I have been in many situations where I feel like I can't possibly go on another second, I am in a desperate and lonely place and I just need someone to talk to. Searching and seeking for the right person to call to no avail. And then with all my resources spent I cry out to God. Help me God I have no one! Help me Lord I am lost! God why is this happening to me? God where are you? Do you even see me? All of these have been my cry when all the world seems to fail me. Every person seems preoccupied or ironically unavailable when I need them most. Are they bad friends? No, as much as I'd like to blame someone other than myself, they are just merely being detained by God so that I will be utterly alone and in desperation call upon the One who has everything I need. Why do we let our life get so overwhelming before we call upon our Lord? Well in my case I am a stubborn fool, what's your excuse?
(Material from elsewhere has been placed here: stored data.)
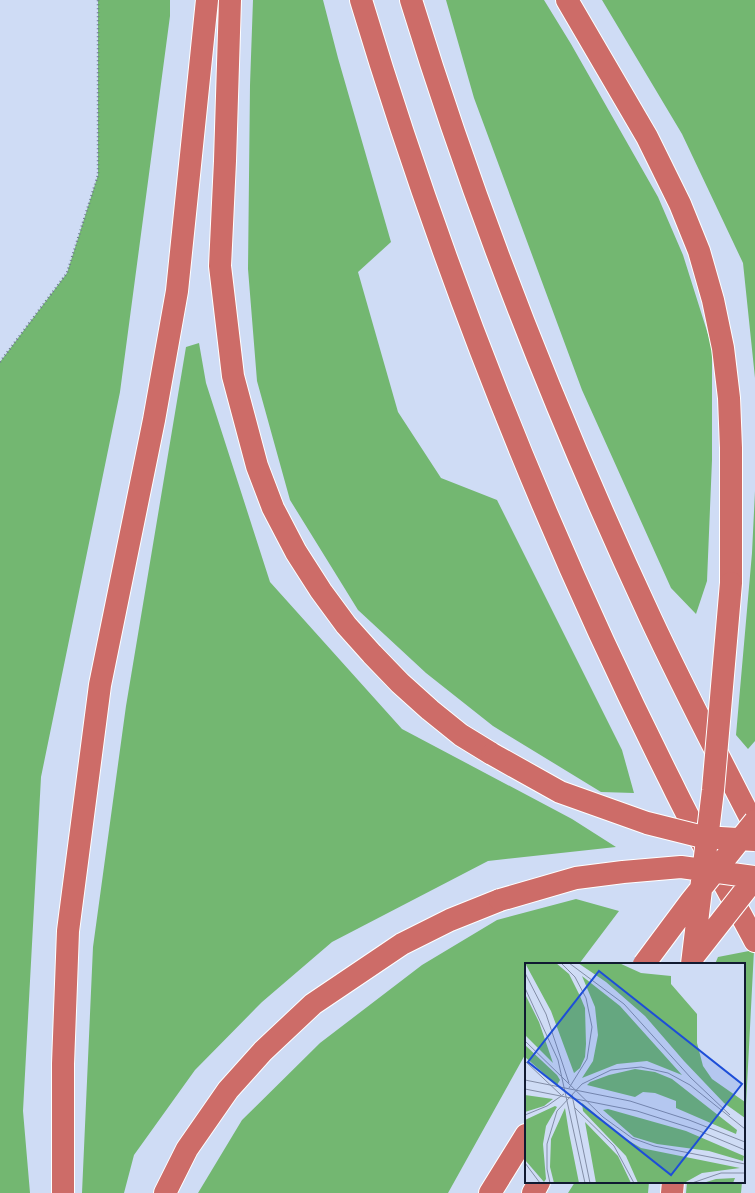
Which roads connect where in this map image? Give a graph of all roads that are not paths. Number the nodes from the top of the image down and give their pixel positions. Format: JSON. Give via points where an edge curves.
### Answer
{"nodes":[{"id":1,"x":207,"y":0,"type":"edge"},
{"id":2,"x":230,"y":0,"type":"edge"},
{"id":3,"x":361,"y":0,"type":"edge"},
{"id":4,"x":411,"y":0,"type":"edge"},
{"id":5,"x":567,"y":0,"type":"edge"},
{"id":6,"x":755,"y":821,"type":"edge"},
{"id":7,"x":755,"y":827,"type":"edge"},
{"id":8,"x":755,"y":840,"type":"edge"},
{"id":9,"x":755,"y":877,"type":"edge"},
{"id":10,"x":755,"y":941,"type":"edge"},
{"id":11,"x":645,"y":963,"type":"edge"},
{"id":12,"x":688,"y":963,"type":"edge"},
{"id":13,"x":692,"y":963,"type":"edge"},
{"id":14,"x":520,"y":1144,"type":"edge"},
{"id":15,"x":538,"y":1183,"type":"edge"},
{"id":16,"x":673,"y":1183,"type":"edge"},
{"id":17,"x":63,"y":1193,"type":"edge"},
{"id":18,"x":165,"y":1193,"type":"edge"},
{"id":19,"x":490,"y":1193,"type":"edge"},
{"id":20,"x":533,"y":1193,"type":"edge"},
{"id":21,"x":672,"y":1193,"type":"edge"}],
"edges":[{"from":1,"to":17,"type":"highway","via":[[176,291],[154,420],[100,685],[68,931],[63,1064]]},
{"from":2,"to":8,"type":"highway","bridge":true,"via":[[220,266],[233,376],[257,466],[273,508],[296,552],[346,625],[372,654],[420,701],[461,735],[560,792],[647,823],[703,837]]},
{"from":3,"to":10,"type":"highway","via":[[401,126],[470,322],[544,507],[584,600],[671,783]]},
{"from":4,"to":7,"type":"highway","via":[[466,166],[568,431],[650,619]]},
{"from":5,"to":13,"type":"highway","bridge":true,"via":[[647,137],[680,204],[699,251],[723,348],[731,448],[731,583],[713,790]]},
{"from":6,"to":11,"type":"highway","bridge":true,"via":[[691,900]]},
{"from":9,"to":12,"type":"highway","bridge":true},
{"from":9,"to":18,"type":"highway","bridge":true,"via":[[681,868],[576,878],[500,900],[450,920],[402,944],[313,1004],[263,1051],[228,1090],[187,1149]]},
{"from":14,"to":19,"type":"highway"},
{"from":15,"to":20,"type":"highway"},
{"from":16,"to":21,"type":"highway"}]}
Seriously, I was having an OK day and then out of nowhere it just went all wrong. Kenny wasn't there to talk to me when I had some random thought. That's it, that's all that happened. I just really wanted to talk to Kenny about what was on my mind and he wasn't there to talk to me. My night just snowballed after that, one thing after another as I thought, "I am all alone right now and though my friends and family are here with me they aren't who I really want." Then wouldn't you know it my best friend, my sister in crime, goes into labor. She wasn't due until my birthday in May but when it's time it's time. So that's such a wonderful happy joy filled event and here I am crying my eyes out thinking, "perfect just perfect another happy person for me to hate!" Hey don't judge my thoughts this is my blog I can vent when I want to.
So after getting the wonderful news, I told the kids to get in bed, (in a not so nice tone). So now they're crying and I'm thinking, "way to go mom of the year." OK I will go talk to them.... do you know what my daughter tells me? She misses her dad but she didn't stop there. She also misses her Aunt and her cousins, she misses Morgan sleeping in her room, the list went on for some time. I thought to myself, Lord so many people come and go in and out of our lives it's no wonder we have such a difficult time loving. Loving hurts! But You know that better than anyone of us God! You so loved this screwed up world filled with messed up people who just keep the crazy cycle going, that You sent Your blameless Perfect Sinless Son to die on the cross for us stupid people, some who wont ever figure that out! Wow, talk about LOVE. "OK, this is where we're supposed to pray Holly," I say as if to convince myself. "Lord we need you tonight! Our hearts are hurting and our eyes are tired of crying. We know the bible says you are a comforter and a friend, that you draw near to the broken hearted. Lord we are sad tonight but would you please be our strength and our peace and our comfort? In Jesus name amen."
So, how do you think the rest of our night went after that? Praise be to our Lord and Savior Jesus Christ the God of all comfort!